How likely is a v4 UUID collision?+
Extremely unlikely. There are 2^122 possible v4 UUIDs, roughly 5.3 x 10^36. To reach a 50% collision probability you would need to generate about 2.7 x 10^18 UUIDs. At one billion UUIDs per second that would take 85 years. For practical purposes, v4 UUID collisions do not occur. The caveat is that your random number generator must be cryptographically secure; this tool uses the browser's crypto.getRandomValues under the hood via the uuid library.
What does each part of the UUID format mean?+
A UUID looks like 550e8400-e29b-41d4-a716-446655440000. The 32 hex digits are split by hyphens into groups of 8-4-4-4-12. Character 13 (the first digit of the third group) is the version nibble: 4 for v4, 7 for v7. Character 17 (the first digit of the fourth group) is the variant nibble: 8, 9, a, or b for RFC 4122. Everything else is random in a v4 UUID. In a v7 UUID, the first 12 hex characters encode a 48-bit Unix millisecond timestamp, enabling lexicographic sort by creation time.
Should I use UUID or a database auto-increment integer as a primary key?+
Auto-increment integers are smaller (4 or 8 bytes vs 16 bytes), index-friendly, and human-readable in URLs. UUIDs are better when you generate IDs client-side before a DB round-trip, merge records across multiple databases, or need to avoid exposing record counts. UUID v7 is a good middle ground: it is time-ordered so the B-tree index stays mostly sequential (reducing page splits), while still being globally unique across distributed systems. Postgres has a native uuid type that stores 16 bytes efficiently; MongoDB uses ObjectId (12-byte) which serves a similar role.
What is the nil UUID and the max UUID?+
The nil UUID is all zeros: 00000000-0000-0000-0000-000000000000. It is defined in RFC 4122 as the UUID to use when there is no meaningful value, similar to null. The max UUID (RFC 9562) is all ones in hex: ffffffff-ffff-ffff-ffff-ffffffffffff. It is defined as a sentinel for the highest possible value in a UUID range. Neither should be generated as a real identifier.

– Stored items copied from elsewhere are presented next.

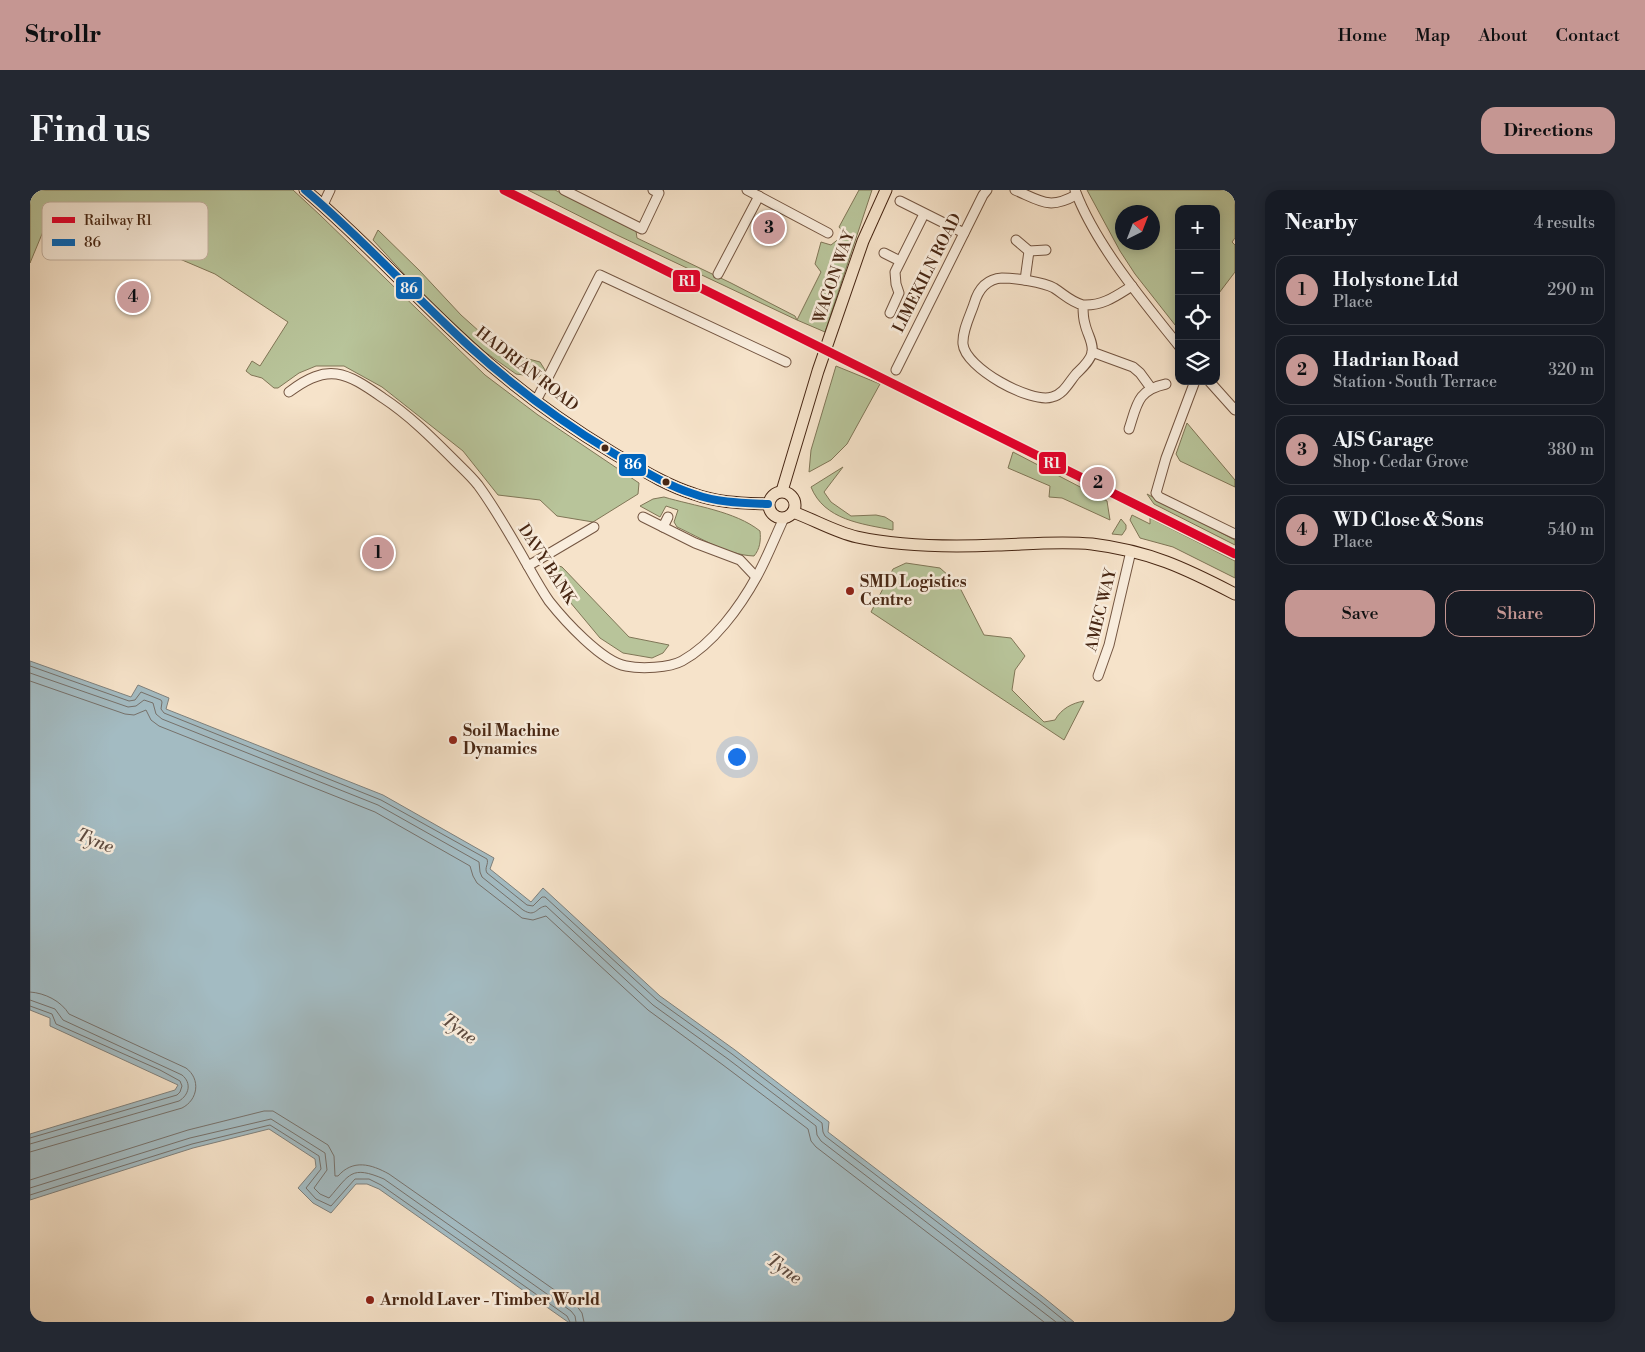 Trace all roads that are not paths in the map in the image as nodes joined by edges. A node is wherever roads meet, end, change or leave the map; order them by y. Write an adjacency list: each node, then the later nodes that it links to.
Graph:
1 (305, 190): 12 (main road, HADRIAN ROAD)
2 (330, 190): 12 (street)
3 (653, 190): 8 (street)
4 (747, 190): 10 (street)
5 (886, 190): 38 (main road, WAGON WAY)
6 (987, 190): 15 (street, LIMEKILN ROAD)
7 (1014, 190): 9 (street)
8 (571, 191)
9 (1076, 192): 23 (street)
10 (759, 196): 14 (street); 21 (street)
11 (900, 201): 13 (street)
12 (323, 205): 35 (main road, HADRIAN ROAD)
13 (924, 214): 15 (street); 20 (street)
14 (828, 233)
15 (964, 233): 29 (street, LIMEKILN ROAD)
16 (1016, 240): 18 (street)
17 (1046, 250): 18 (street)
18 (1029, 251): 22 (street)
19 (884, 253): 20 (street)
20 (900, 261): 25 (street)
21 (718, 274)
22 (1025, 280): 24 (street); 27 (street)
23 (1132, 286): 24 (street); 26 (street)
24 (1083, 305): 27 (street)
25 (890, 313)
26 (1175, 341)
27 (1092, 352): 33 (street)
28 (786, 362): 35 (street)
29 (896, 370)
30 (1166, 384): 33 (street)
31 (1193, 385): 45 (street)
32 (1213, 385): 36 (street)
33 (1151, 388): 37 (street)
34 (289, 392): 47 (street, DAVY BANK)
35 (536, 400): 39 (main road, HADRIAN ROAD)
36 (1235, 410)
37 (1129, 429)
38 (782, 491): 39 (main road); 40 (main road)
39 (768, 504): 40 (main road)
40 (788, 515): 46 (main road); 48 (street, DAVY BANK)
41 (668, 517): 44 (street)
42 (643, 518): 44 (street)
43 (594, 527): 47 (street)
44 (663, 527): 48 (street)
45 (1235, 534)
46 (1131, 551): 49 (main road); 50 (street, AMEC WAY)
47 (528, 566): 48 (street, DAVY BANK)
48 (756, 577)
49 (1235, 594)
50 (1098, 676) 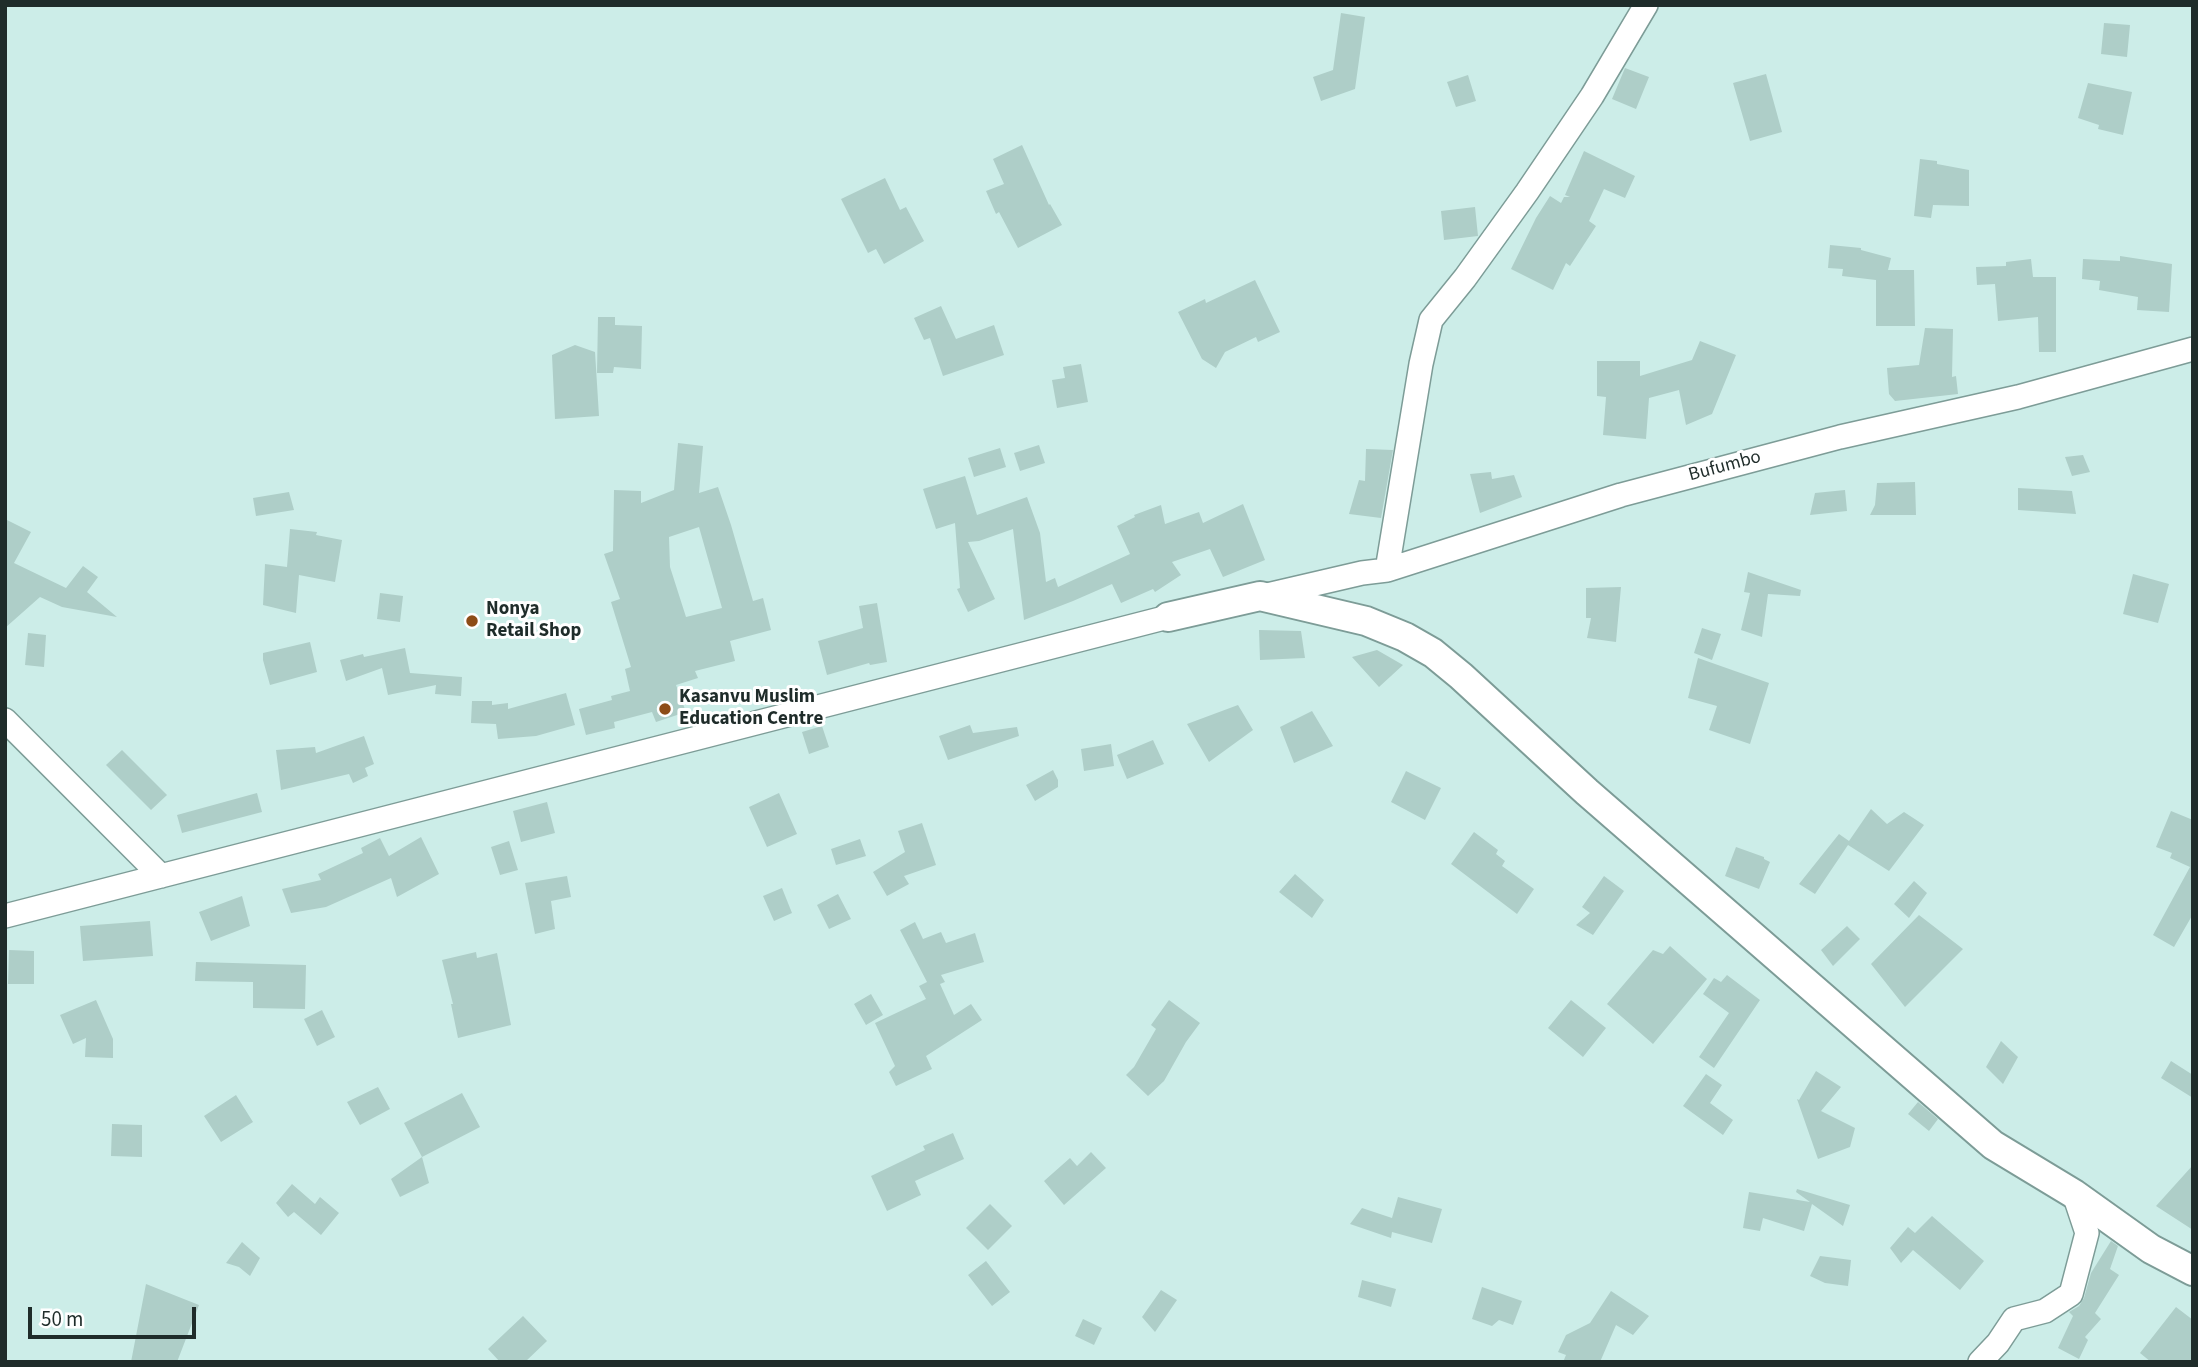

What is the difference between a UUID and a GUID?+
Functionally nothing. GUID (Globally Unique Identifier) is Microsoft's name for the same concept. Microsoft COM/OLE uses a variant with different byte order (little-endian for the first three fields), sometimes called Microsoft GUID or variant 2. RFC 4122 UUIDs use big-endian encoding throughout. When you copy a GUID from Visual Studio or the Windows registry, the hex digits represent the same 128 bits but the first three groups are byte-swapped compared to RFC 4122 form. For web APIs and databases, always use RFC 4122 format.